La nourriture se faisait décidément de plus en plus rare. Les habitants du royaume ressemblaient tous à des morts-vivants. Elle comprise. Ils ressemblaient à des squelettes ambulants attendant avec impatience le jour où ils pourraient manger à leur faim. Il n'était pas rare que des gens meurent de faim, c'était même quelque chose de très fréquent. Dans les villages voisins, les gens s'entre-tuaient pour manger. Heureusement, Turdi était un village réputé pour la solidarité de ses habitants. En effet, lorsque l'un des villageois était aux portes de la mort, tous les habitants du village lui donnaient un fruit ou un légume acheté de leurs propres soins. Le mourant avait ainsi droit à un repas de rêve, qui le sortait de sa souffrance pendant un temps. Peu importe si la personne était inconnue de tout le village, si c'était un nouvel arrivant ou un nomade. Mais une fois cet acte de solidarité effectué, la routine reprenait et tout redevenait normal.
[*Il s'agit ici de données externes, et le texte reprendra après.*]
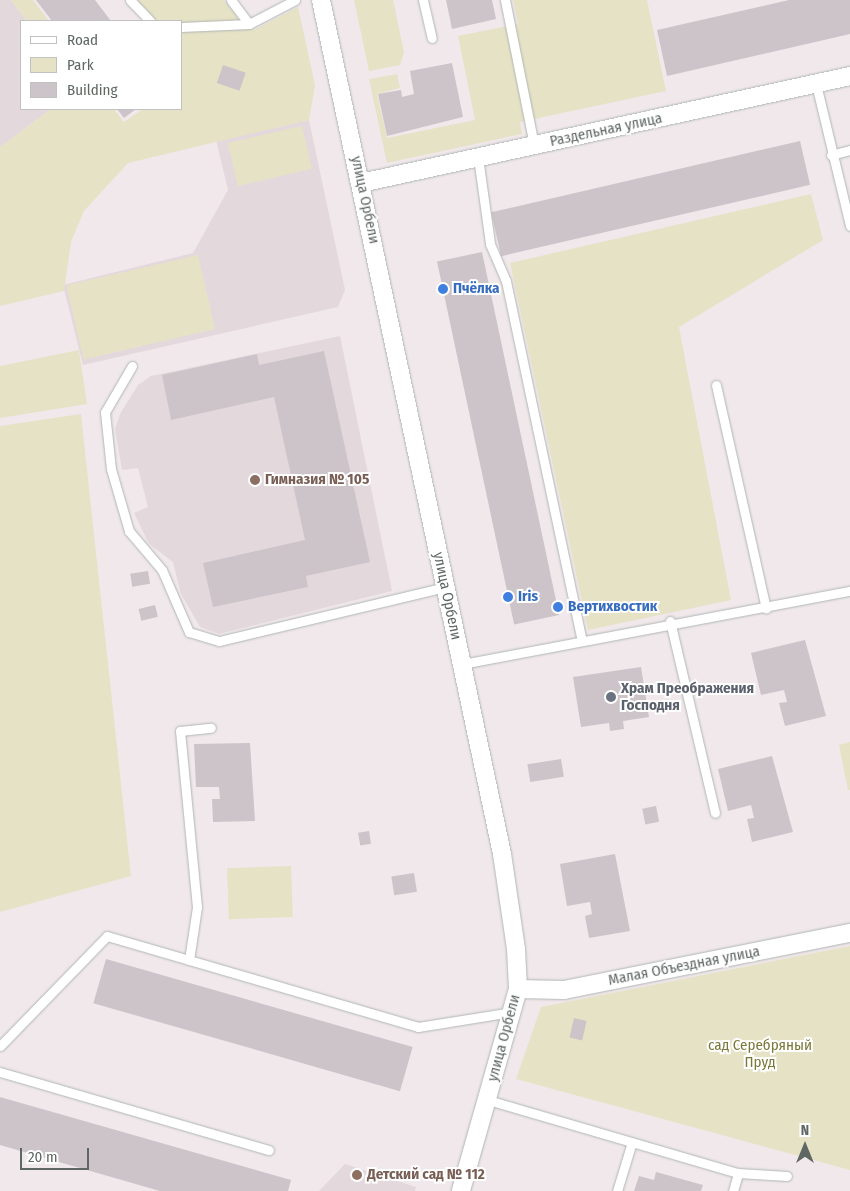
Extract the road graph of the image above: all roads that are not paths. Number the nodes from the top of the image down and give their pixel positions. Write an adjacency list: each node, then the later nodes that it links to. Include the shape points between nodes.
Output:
1 (130, 0): 7 (lane)
2 (232, 0): 8 (lane)
3 (296, 0): 8 (lane)
4 (321, 0): 17 (street, улица Орбели)
5 (423, 0): 10 (lane)
6 (505, 0): 13 (lane)
7 (149, 20)
8 (249, 24): 9 (lane)
9 (182, 27)
10 (432, 38)
11 (850, 76): 12 (street, Раздельная улица)
12 (816, 84): 13 (street, Раздельная улица); 15 (lane)
13 (534, 145): 16 (street, Раздельная улица)
14 (850, 150): 15 (lane)
15 (831, 155): 18 (lane)
16 (478, 157): 17 (street, Раздельная улица); 25 (lane, via 490,244 506,281)
17 (361, 183): 21 (street, улица Орбели)
18 (850, 226)
19 (132, 366): 21 (lane, via 105,412 111,469 129,531 162,570 189,632 219,642)
20 (716, 385): 23 (lane)
21 (446, 588): 26 (street, улица Орбели)
22 (850, 591): 23 (lane)
23 (766, 608): 24 (lane)
24 (670, 621): 25 (lane); 28 (lane)
25 (581, 638): 26 (lane)
26 (462, 664): 31 (street, улица Орбели, via 502,854)
27 (211, 728): 30 (lane, via 180,731 197,906)
28 (715, 813)
29 (850, 933): 31 (street, Малая Объездная улица, via 564,990)
30 (189, 960): 32 (lane, via 418,1027); 33 (lane, via 108,936)
31 (518, 989): 32 (street, улица Орбели)
32 (512, 1012): 35 (street, улица Орбели)
33 (0, 1046)
34 (0, 1072): 37 (lane)
35 (488, 1100): 36 (lane); 40 (street, улица Орбели)
36 (632, 1142): 38 (lane); 41 (lane)
37 (269, 1150)
38 (738, 1173): 39 (lane); 42 (lane)
39 (787, 1176)
40 (461, 1191)
41 (618, 1191)
42 (733, 1191)

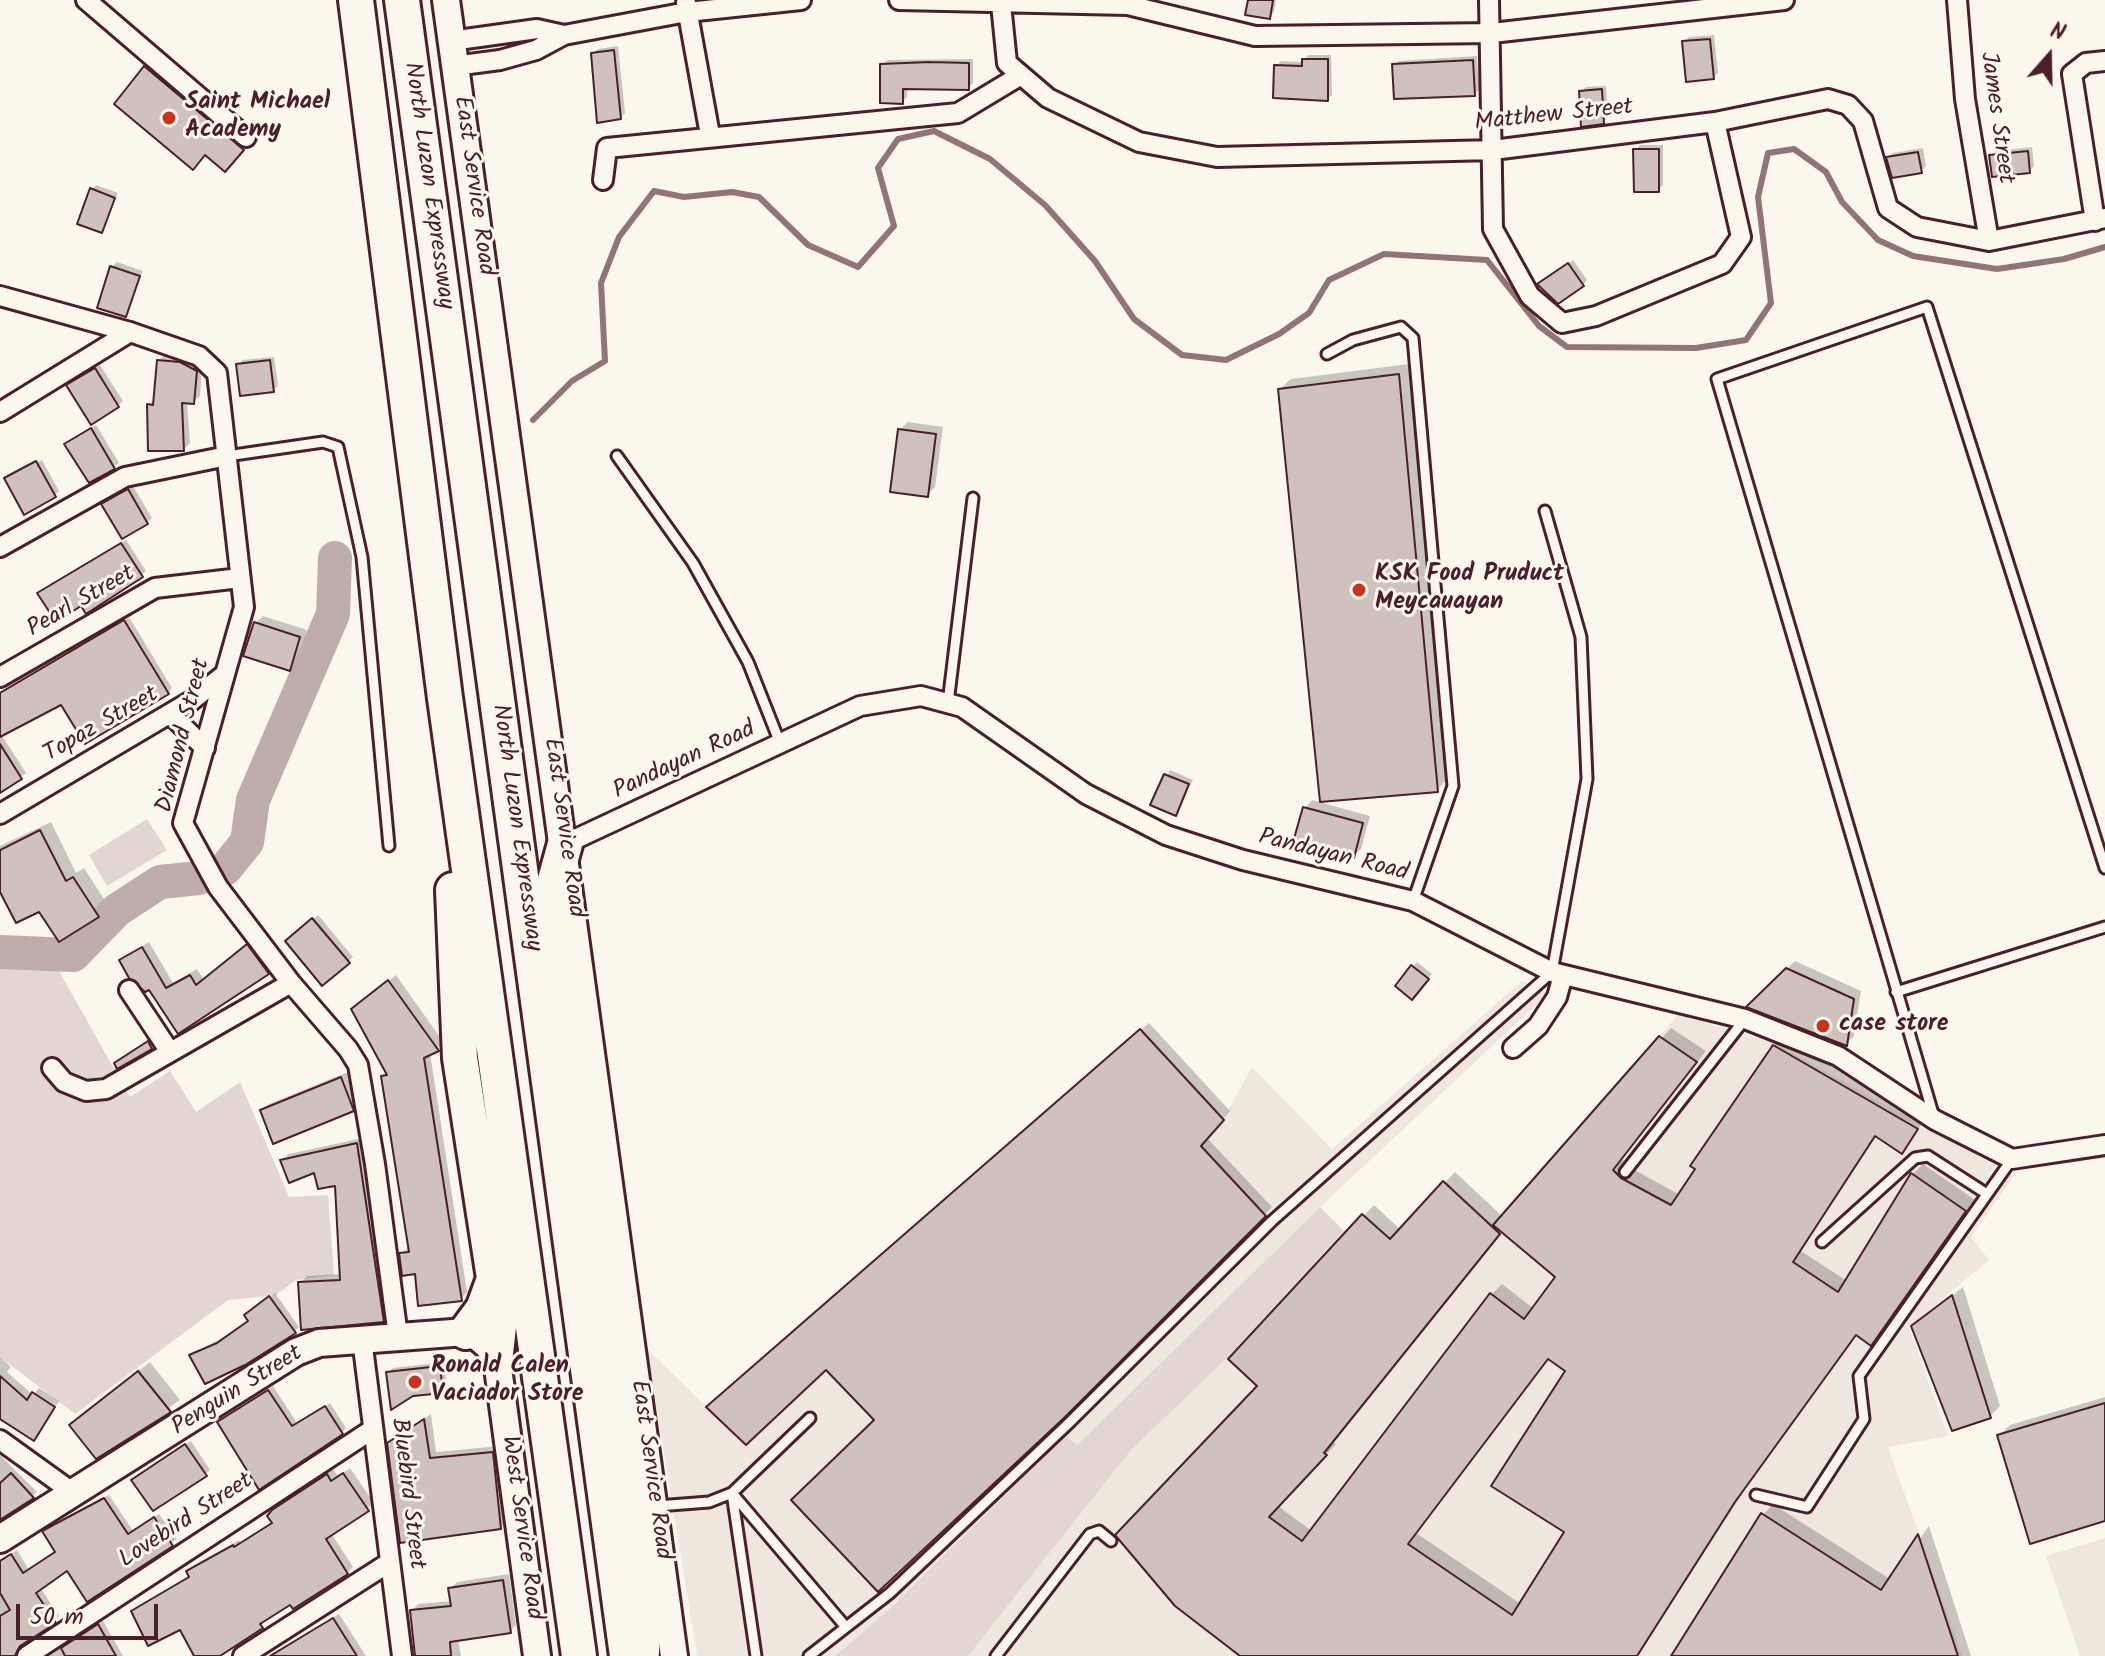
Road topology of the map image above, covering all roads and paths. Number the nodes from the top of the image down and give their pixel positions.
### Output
1 (86, 0) edge
2 (356, 0) edge
3 (402, 0) edge
4 (446, 0) edge
5 (801, 0) edge
6 (899, 0) edge
7 (1489, 0) edge
8 (1784, 0) edge
9 (1957, 0) edge
10 (1030, 2) edge
11 (1001, 4) junction
12 (686, 6) edge
13 (1492, 33) junction
14 (453, 54) junction
15 (2105, 61) edge
16 (1021, 75) junction
17 (1715, 122) junction
18 (710, 135) junction
19 (246, 137) dead end
20 (1493, 150) junction
21 (603, 180) dead end
22 (2100, 220) edge
23 (1989, 241) junction
24 (0, 296) edge
25 (130, 332) junction
26 (1327, 354) dead end
27 (0, 412) edge
28 (227, 456) junction
29 (617, 456) dead end
30 (973, 498) dead end
31 (1545, 511) dead end
32 (0, 547) edge
33 (240, 578) junction
34 (225, 674) junction
35 (0, 677) edge
36 (445, 698) junction
37 (948, 703) junction
38 (170, 714) junction
39 (780, 744) junction
40 (205, 748) junction
41 (0, 814) edge
42 (565, 844) junction
43 (389, 846) dead end
44 (2105, 868) edge
45 (1413, 901) junction
46 (2105, 927) edge
47 (1558, 974) junction
48 (291, 983) junction
49 (129, 990) dead end
50 (1896, 992) junction
51 (1745, 1019) junction
52 (1513, 1048) dead end
53 (170, 1052) junction
54 (52, 1068) dead end
55 (1935, 1120) junction
56 (2105, 1145) edge
57 (2012, 1159) junction
58 (1625, 1172) dead end
59 (1987, 1194) junction
60 (1822, 1242) dead end
61 (494, 1278) junction
62 (466, 1332) junction
63 (398, 1336) junction
64 (362, 1339) junction
65 (496, 1353) junction
66 (810, 1418) dead end
67 (373, 1429) junction
68 (0, 1440) edge
69 (732, 1493) junction
70 (75, 1494) junction
71 (1756, 1495) dead end
72 (654, 1506) junction
73 (0, 1539) edge
74 (1111, 1541) dead end
75 (390, 1562) junction
76 (845, 1626) junction
77 (27, 1656) edge
78 (243, 1656) edge
79 (402, 1656) edge
80 (537, 1656) edge
81 (579, 1656) edge
82 (627, 1656) edge
83 (642, 1656) edge
84 (674, 1656) edge
85 (756, 1656) edge
86 (809, 1656) edge
87 (996, 1656) edge

1 - 19 street
2 - 36 highway, North Luzon Expressway
3 - 82 highway, North Luzon Expressway
4 - 14 main road, East Service Road
5 - 12 street
6 - 11 street
7 - 13 street
8 - 13 street
9 - 23 street, James Street
10 - 11 street
10 - 13 street
11 - 16 street, Matthew Street
12 - 14 street
12 - 18 street
13 - 20 street
14 - 42 main road, East Service Road
15 - 22 street
16 - 18 street
16 - 20 street, Matthew Street
17 - 20 street, Matthew Street
17 - 20 street
17 - 23 street, Matthew Street
18 - 21 street
22 - 23 street, Matthew Street
24 - 25 street, Diamond Street
25 - 27 street
25 - 28 street, Diamond Street
26 - 45 lane
28 - 32 street
28 - 33 street, Diamond Street
28 - 43 lane
29 - 39 lane
30 - 37 lane
31 - 47 lane
33 - 34 street, Diamond Street
33 - 35 street, Pearl Street
34 - 38 street, Topaz Street
34 - 40 street, Diamond Street
36 - 61 highway
36 - 81 highway, North Luzon Expressway
37 - 39 street, Pandayan Road
37 - 45 street, Pandayan Road
38 - 40 street
38 - 41 street, Topaz Street
39 - 42 street, Pandayan Road
40 - 48 street, Diamond Street
42 - 72 main road, East Service Road
42 - 83 highway
44 - 50 lane
45 - 47 street, Pandayan Road
46 - 50 lane
47 - 51 street, Pandayan Road
47 - 52 street
47 - 76 lane
48 - 53 street
48 - 63 street, Diamond Street
49 - 53 street
50 - 55 lane
51 - 55 street, Pandayan Road
51 - 58 lane
53 - 54 street
55 - 57 street, Pandayan Road
56 - 57 street
57 - 59 lane
59 - 60 lane
59 - 71 lane
61 - 62 highway
61 - 65 highway
62 - 63 main road, Penguin Street
62 - 65 main road
63 - 64 main road, Penguin Street
64 - 67 street, Bluebird Street
64 - 70 main road, Penguin Street
65 - 80 main road, West Service Road
66 - 69 lane
67 - 75 street, Bluebird Street
67 - 77 street, Lovebird Street
68 - 70 street
69 - 72 lane
69 - 76 lane
69 - 85 lane
70 - 73 main road, Penguin Street
72 - 84 main road, East Service Road
74 - 87 lane
75 - 78 street
75 - 79 street, Bluebird Street
76 - 86 lane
Sa famille a toujours donné un légume et un fruit comme la tradition l'exigeait, même si elle vivait en autarcie. Ils étaient aussi des membres de ce village. Enfin... Ses parents l'avaient étés, elle l'était toujours. En revanche, jamais sa famille n'avait été dans le besoin. Son père étant un agent du royaume haut-placé, la nourriture ne leur avait jamais fait défaut. Ils ne pouvaient pas se préparer des repas de rêves, ils avaient toujours faim, mais ils consommaient un peu plus que la plupart des habitants du royaume. Ils étaient des habitants quelques peu privilégiés. Mais c'était fini. De la même manière que tout le monde ici, elle allait désormais devoir manger des portions misérables.

Madame Paolo regardait la jeune fille d'un regard étrange, au moment où celle-ci lui tendit ses trois écus. Kaynaline n'aurait su dire si c'était de l'empathie ou de la méfiance.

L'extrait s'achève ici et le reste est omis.